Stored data

==========

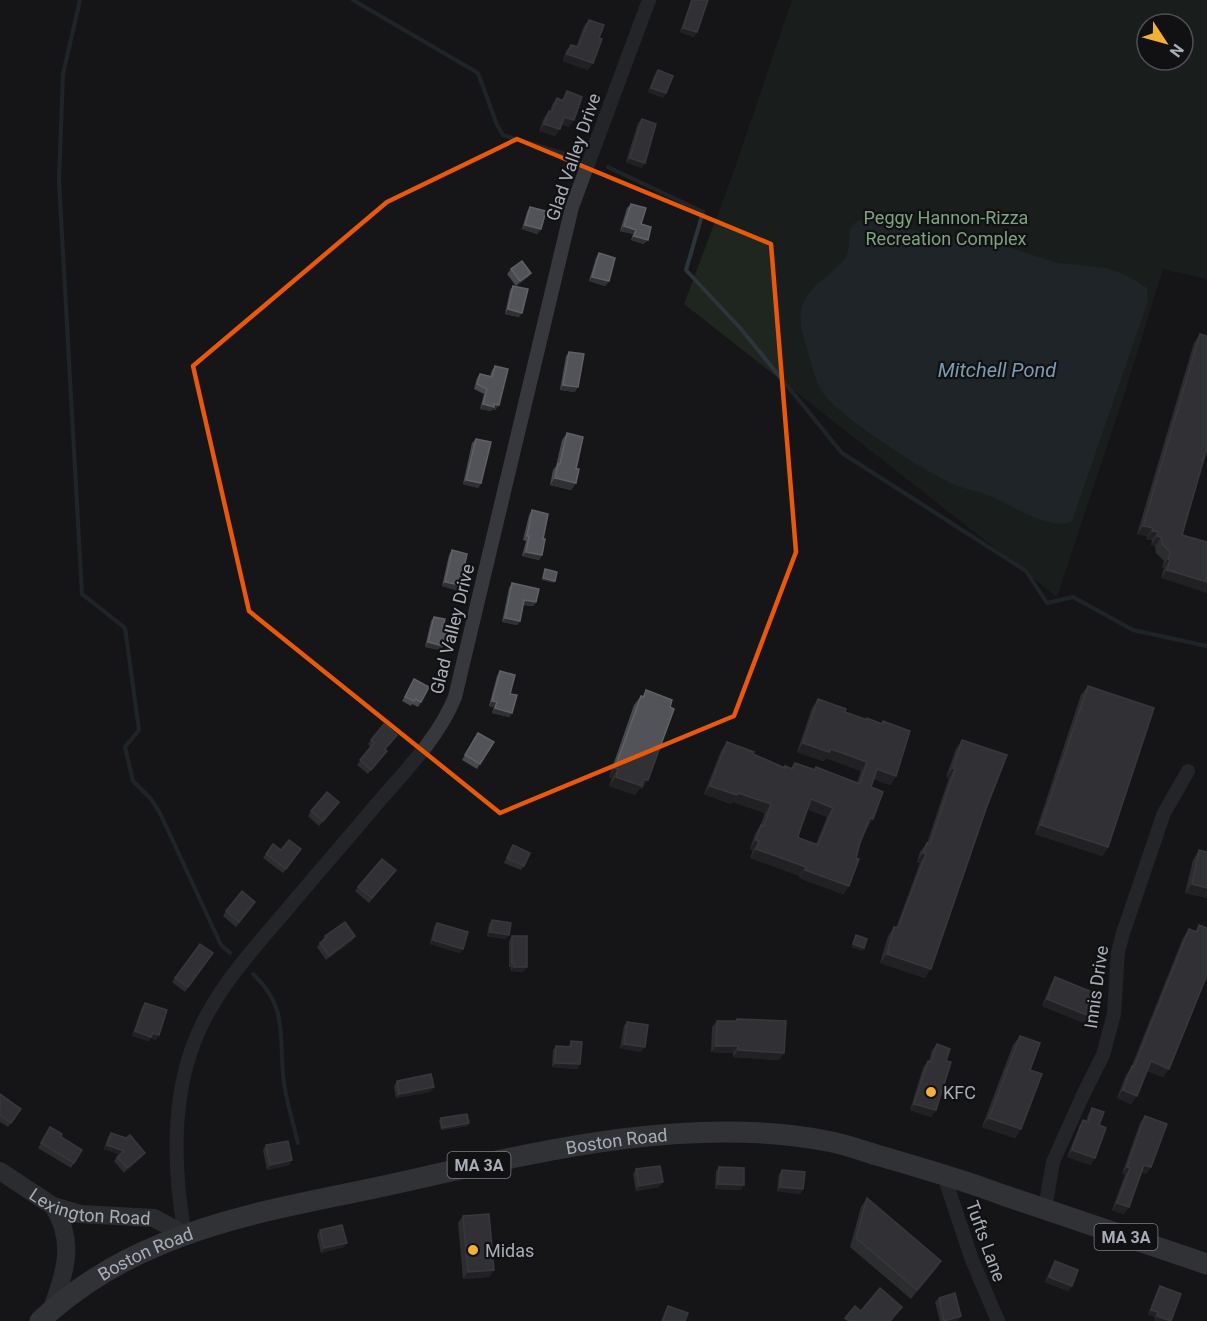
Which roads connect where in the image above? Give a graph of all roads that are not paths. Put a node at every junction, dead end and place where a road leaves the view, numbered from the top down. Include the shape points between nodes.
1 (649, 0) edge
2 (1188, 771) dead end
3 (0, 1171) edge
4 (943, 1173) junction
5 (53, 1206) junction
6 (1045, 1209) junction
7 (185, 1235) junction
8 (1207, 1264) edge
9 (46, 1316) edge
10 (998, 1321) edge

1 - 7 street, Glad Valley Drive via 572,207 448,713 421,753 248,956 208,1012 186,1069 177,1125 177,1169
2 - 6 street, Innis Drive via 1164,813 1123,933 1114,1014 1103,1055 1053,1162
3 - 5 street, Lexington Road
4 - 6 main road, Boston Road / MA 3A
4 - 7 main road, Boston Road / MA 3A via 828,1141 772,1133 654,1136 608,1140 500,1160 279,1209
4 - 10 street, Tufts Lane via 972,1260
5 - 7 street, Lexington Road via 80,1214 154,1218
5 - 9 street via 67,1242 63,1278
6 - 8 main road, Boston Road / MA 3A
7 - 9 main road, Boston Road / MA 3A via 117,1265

==========

**Problem:** Would you please set down the data above again exactly, without its pictures?

**Response:**
Which roads connect where in the image above? Give a graph of all roads that are not paths. Put a node at every junction, dead end and place where a road leaves the view, numbered from the top down. Include the shape points between nodes.
1 (649, 0) edge
2 (1188, 771) dead end
3 (0, 1171) edge
4 (943, 1173) junction
5 (53, 1206) junction
6 (1045, 1209) junction
7 (185, 1235) junction
8 (1207, 1264) edge
9 (46, 1316) edge
10 (998, 1321) edge

1 - 7 street, Glad Valley Drive via 572,207 448,713 421,753 248,956 208,1012 186,1069 177,1125 177,1169
2 - 6 street, Innis Drive via 1164,813 1123,933 1114,1014 1103,1055 1053,1162
3 - 5 street, Lexington Road
4 - 6 main road, Boston Road / MA 3A
4 - 7 main road, Boston Road / MA 3A via 828,1141 772,1133 654,1136 608,1140 500,1160 279,1209
4 - 10 street, Tufts Lane via 972,1260
5 - 7 street, Lexington Road via 80,1214 154,1218
5 - 9 street via 67,1242 63,1278
6 - 8 main road, Boston Road / MA 3A
7 - 9 main road, Boston Road / MA 3A via 117,1265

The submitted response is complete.